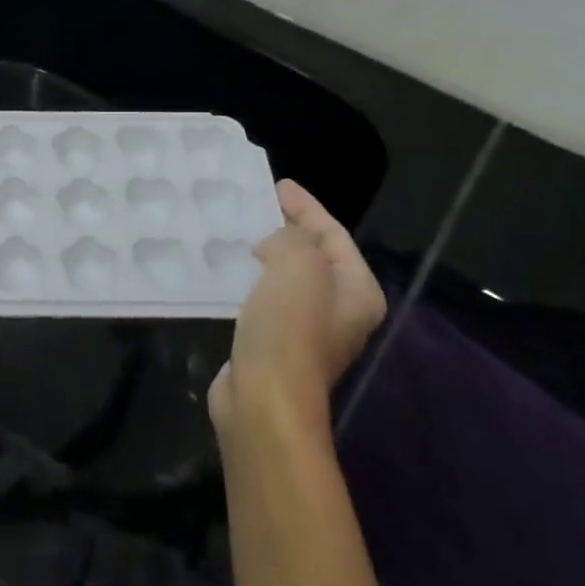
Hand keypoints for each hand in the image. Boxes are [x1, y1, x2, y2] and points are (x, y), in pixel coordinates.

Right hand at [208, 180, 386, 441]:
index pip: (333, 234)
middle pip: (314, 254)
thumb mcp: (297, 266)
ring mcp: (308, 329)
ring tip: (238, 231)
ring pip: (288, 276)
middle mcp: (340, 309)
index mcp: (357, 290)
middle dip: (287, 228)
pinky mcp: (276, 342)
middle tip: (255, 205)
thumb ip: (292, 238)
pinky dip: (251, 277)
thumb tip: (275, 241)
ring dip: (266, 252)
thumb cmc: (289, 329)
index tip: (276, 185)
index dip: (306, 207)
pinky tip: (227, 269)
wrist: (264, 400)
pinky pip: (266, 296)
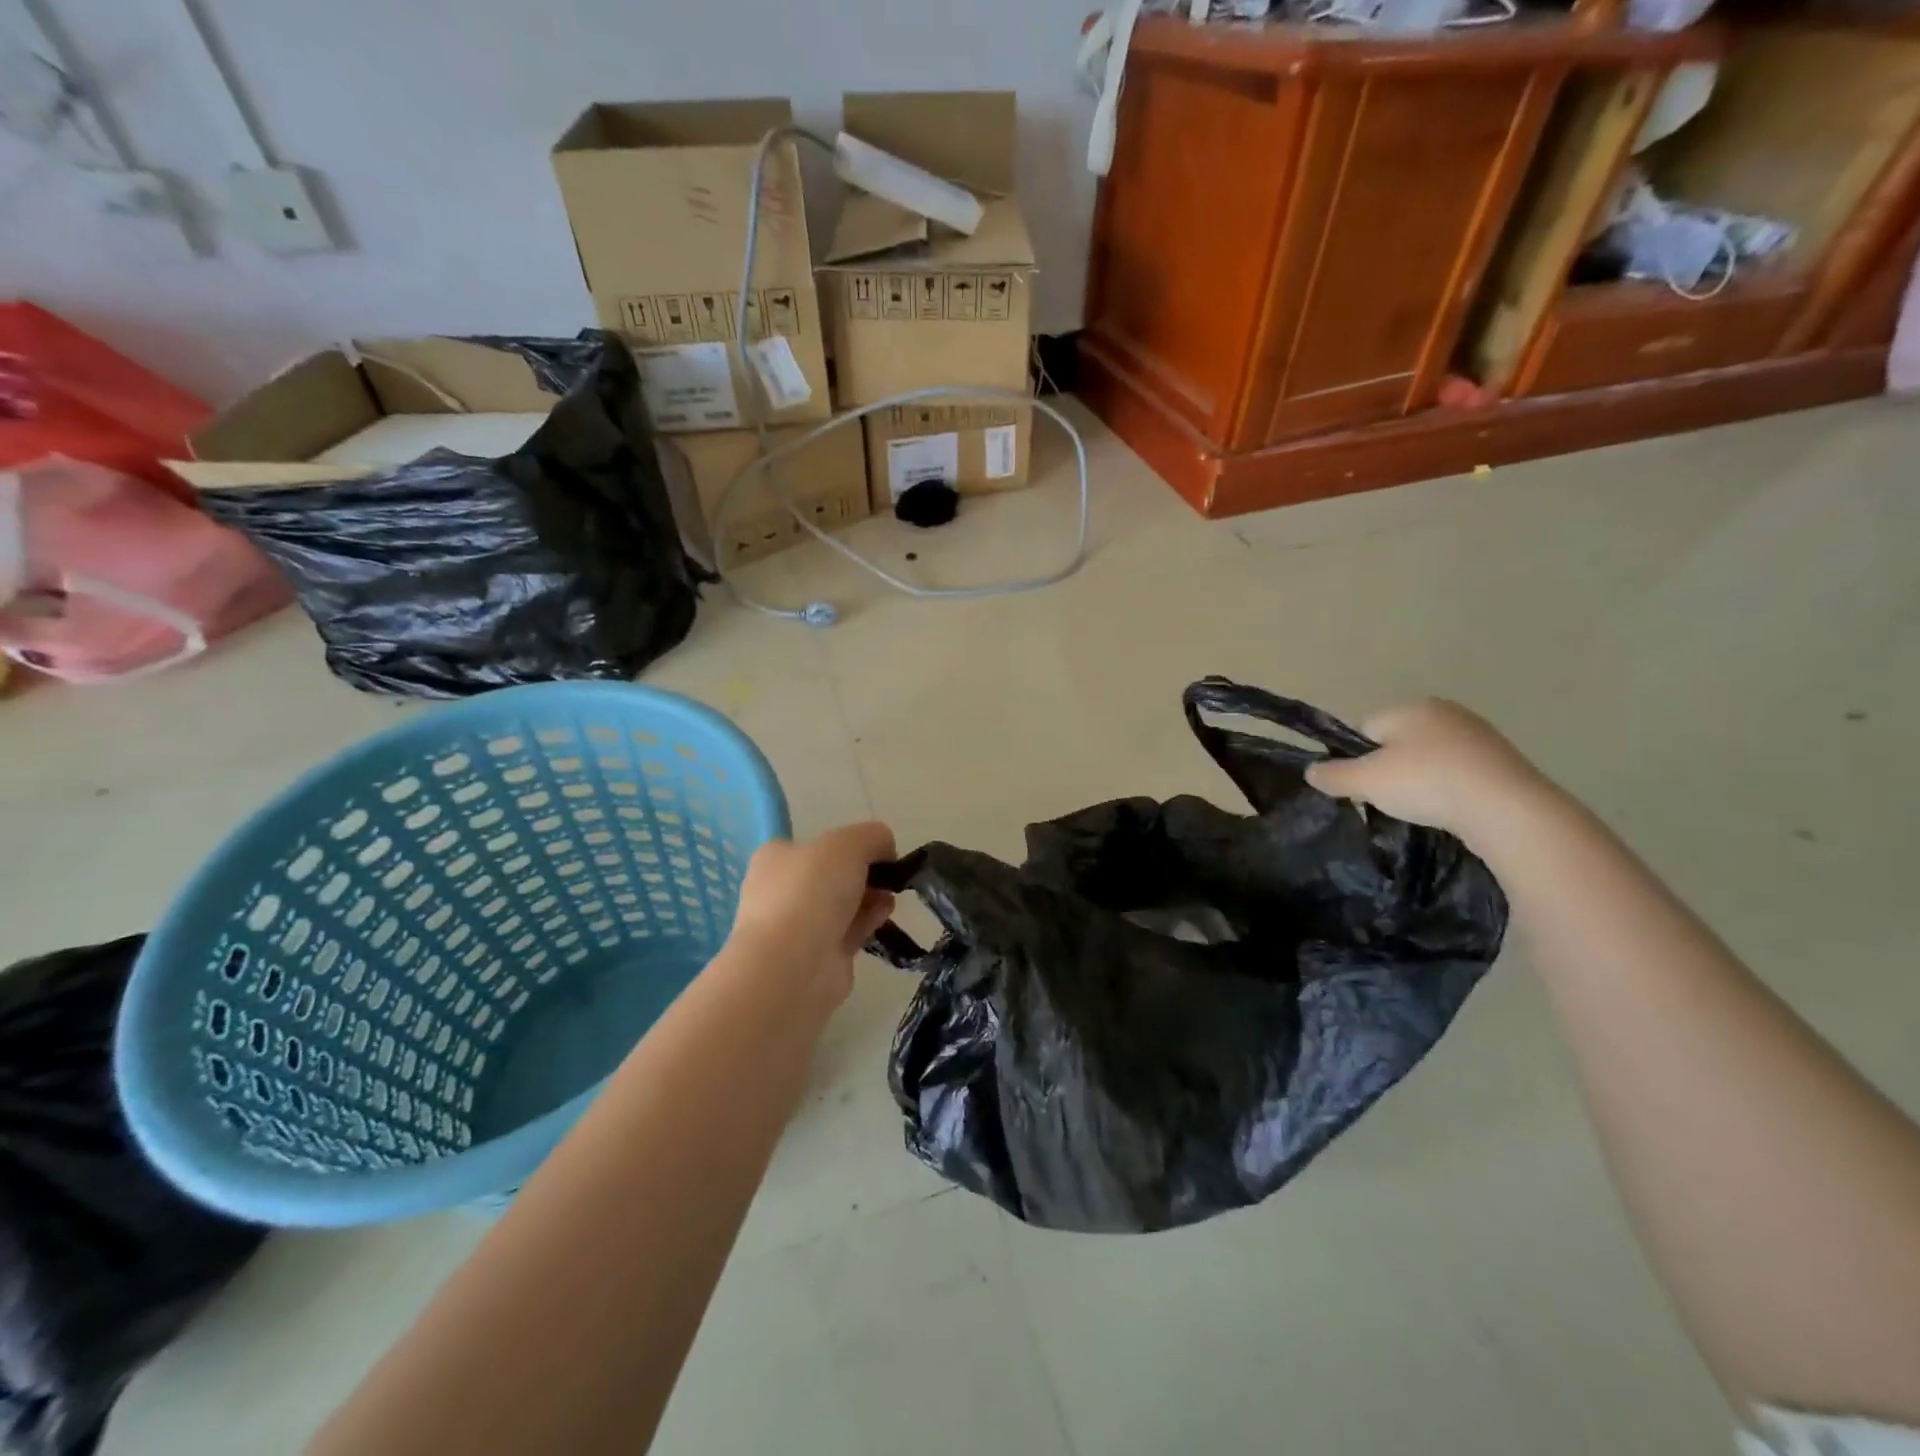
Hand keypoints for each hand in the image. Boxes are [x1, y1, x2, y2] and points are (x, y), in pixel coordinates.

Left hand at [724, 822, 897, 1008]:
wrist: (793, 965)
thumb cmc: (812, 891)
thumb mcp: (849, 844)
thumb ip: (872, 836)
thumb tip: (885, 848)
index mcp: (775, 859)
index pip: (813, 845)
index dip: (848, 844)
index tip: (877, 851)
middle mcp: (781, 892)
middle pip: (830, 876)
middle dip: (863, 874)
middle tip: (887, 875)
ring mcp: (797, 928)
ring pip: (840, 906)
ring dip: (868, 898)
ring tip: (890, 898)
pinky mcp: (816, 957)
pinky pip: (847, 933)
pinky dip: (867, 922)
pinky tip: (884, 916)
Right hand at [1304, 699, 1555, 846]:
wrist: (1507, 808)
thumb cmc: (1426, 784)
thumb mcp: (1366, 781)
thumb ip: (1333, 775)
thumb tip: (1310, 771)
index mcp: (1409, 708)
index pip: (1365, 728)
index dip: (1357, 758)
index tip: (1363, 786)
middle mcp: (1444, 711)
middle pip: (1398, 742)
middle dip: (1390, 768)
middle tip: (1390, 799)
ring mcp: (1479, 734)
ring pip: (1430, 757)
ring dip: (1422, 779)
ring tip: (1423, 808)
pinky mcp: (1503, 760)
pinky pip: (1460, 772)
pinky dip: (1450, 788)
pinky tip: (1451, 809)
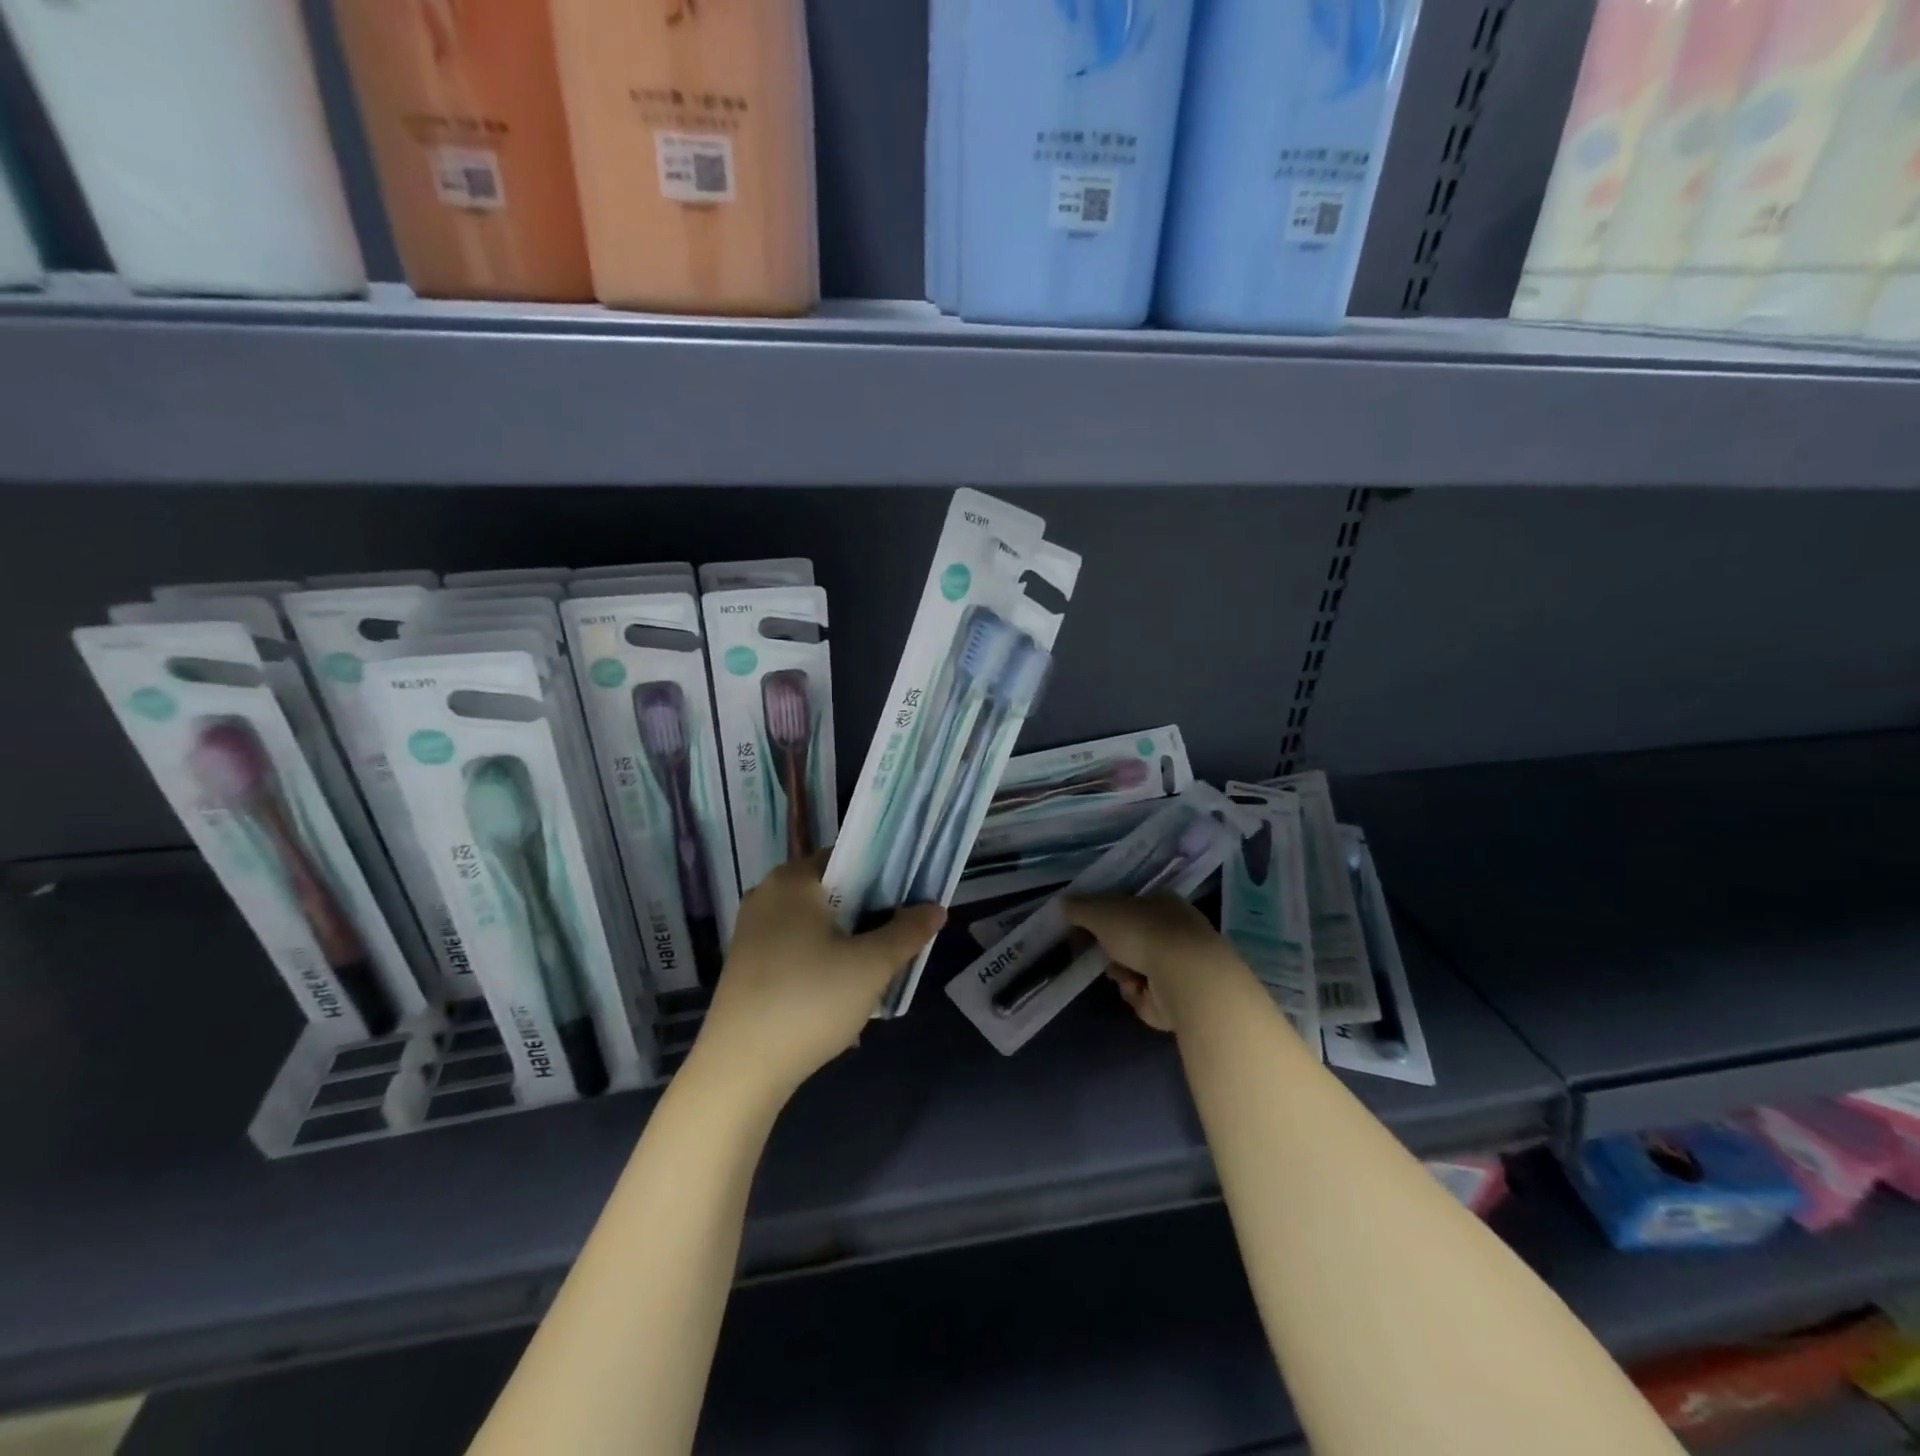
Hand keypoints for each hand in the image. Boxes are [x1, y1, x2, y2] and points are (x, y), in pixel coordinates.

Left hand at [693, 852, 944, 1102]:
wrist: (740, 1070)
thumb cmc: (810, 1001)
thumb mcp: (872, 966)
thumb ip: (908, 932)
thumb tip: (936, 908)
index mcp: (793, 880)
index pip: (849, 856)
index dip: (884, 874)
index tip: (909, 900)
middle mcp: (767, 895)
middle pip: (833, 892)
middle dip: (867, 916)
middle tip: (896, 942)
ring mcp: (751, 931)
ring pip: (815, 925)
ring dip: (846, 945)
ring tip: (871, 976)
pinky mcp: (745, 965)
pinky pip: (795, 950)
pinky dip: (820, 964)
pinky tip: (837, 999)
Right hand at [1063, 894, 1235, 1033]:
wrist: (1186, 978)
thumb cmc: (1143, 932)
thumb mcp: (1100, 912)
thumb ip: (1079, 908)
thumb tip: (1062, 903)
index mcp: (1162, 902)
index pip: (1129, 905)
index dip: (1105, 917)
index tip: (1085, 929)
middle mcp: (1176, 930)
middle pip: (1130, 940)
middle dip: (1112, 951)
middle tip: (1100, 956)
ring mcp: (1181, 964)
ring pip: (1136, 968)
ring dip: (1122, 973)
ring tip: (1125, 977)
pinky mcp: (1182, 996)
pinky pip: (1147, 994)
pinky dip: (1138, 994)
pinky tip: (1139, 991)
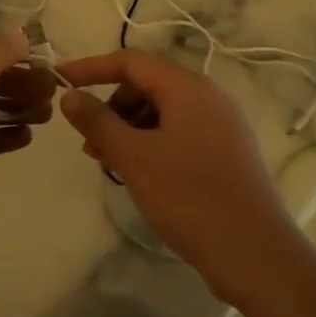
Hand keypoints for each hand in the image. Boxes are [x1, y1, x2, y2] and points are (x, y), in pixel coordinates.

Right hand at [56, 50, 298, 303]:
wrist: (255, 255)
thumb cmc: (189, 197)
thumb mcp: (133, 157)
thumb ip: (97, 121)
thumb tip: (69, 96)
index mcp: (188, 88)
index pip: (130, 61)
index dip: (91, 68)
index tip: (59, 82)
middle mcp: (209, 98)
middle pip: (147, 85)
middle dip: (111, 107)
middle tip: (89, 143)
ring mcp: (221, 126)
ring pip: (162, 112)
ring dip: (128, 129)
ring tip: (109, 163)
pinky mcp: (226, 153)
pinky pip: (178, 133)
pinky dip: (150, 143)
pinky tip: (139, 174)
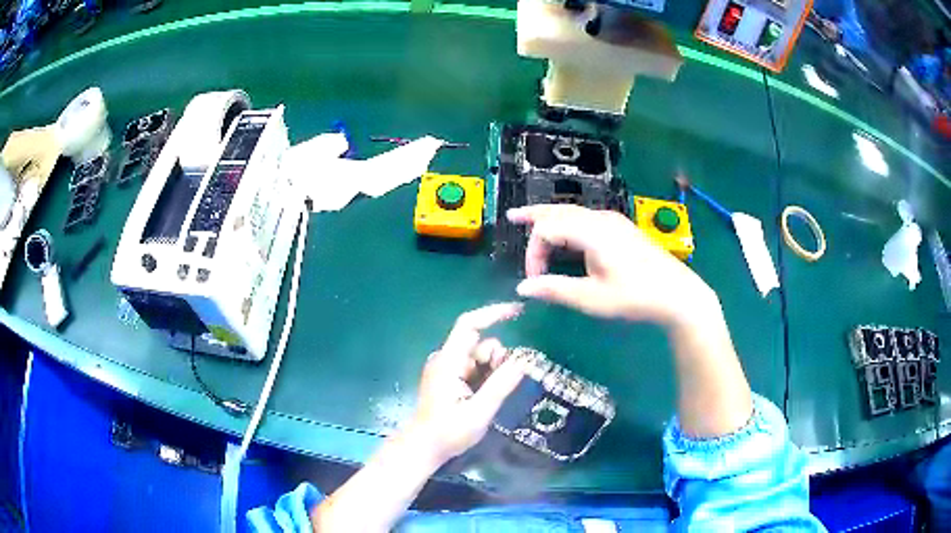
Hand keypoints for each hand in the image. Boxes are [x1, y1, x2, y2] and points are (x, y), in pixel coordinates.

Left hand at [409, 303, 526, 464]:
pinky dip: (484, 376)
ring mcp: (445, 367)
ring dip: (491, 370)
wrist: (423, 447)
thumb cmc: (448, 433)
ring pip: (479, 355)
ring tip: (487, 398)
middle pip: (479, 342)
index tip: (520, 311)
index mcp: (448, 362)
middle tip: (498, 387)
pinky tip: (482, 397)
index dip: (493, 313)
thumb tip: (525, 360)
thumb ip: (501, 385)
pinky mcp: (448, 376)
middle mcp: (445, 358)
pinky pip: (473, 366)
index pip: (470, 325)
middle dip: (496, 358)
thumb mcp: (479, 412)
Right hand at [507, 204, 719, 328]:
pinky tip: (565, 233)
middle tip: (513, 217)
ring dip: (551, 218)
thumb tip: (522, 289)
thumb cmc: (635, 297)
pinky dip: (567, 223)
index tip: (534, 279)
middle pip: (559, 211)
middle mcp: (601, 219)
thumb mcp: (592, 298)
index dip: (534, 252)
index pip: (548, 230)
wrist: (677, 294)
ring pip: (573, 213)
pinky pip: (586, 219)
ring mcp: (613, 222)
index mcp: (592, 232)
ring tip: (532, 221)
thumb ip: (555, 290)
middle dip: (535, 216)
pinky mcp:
=======
Goal of the exercise
Among the lines above, which ones hold the string "wrist"? Show them.

Task solution
wrist: (264, 400)
wrist: (793, 965)
wrist: (1507, 808)
wrist: (740, 1070)
wrist: (1186, 978)
wrist: (255, 255)
wrist: (423, 447)
wrist: (677, 294)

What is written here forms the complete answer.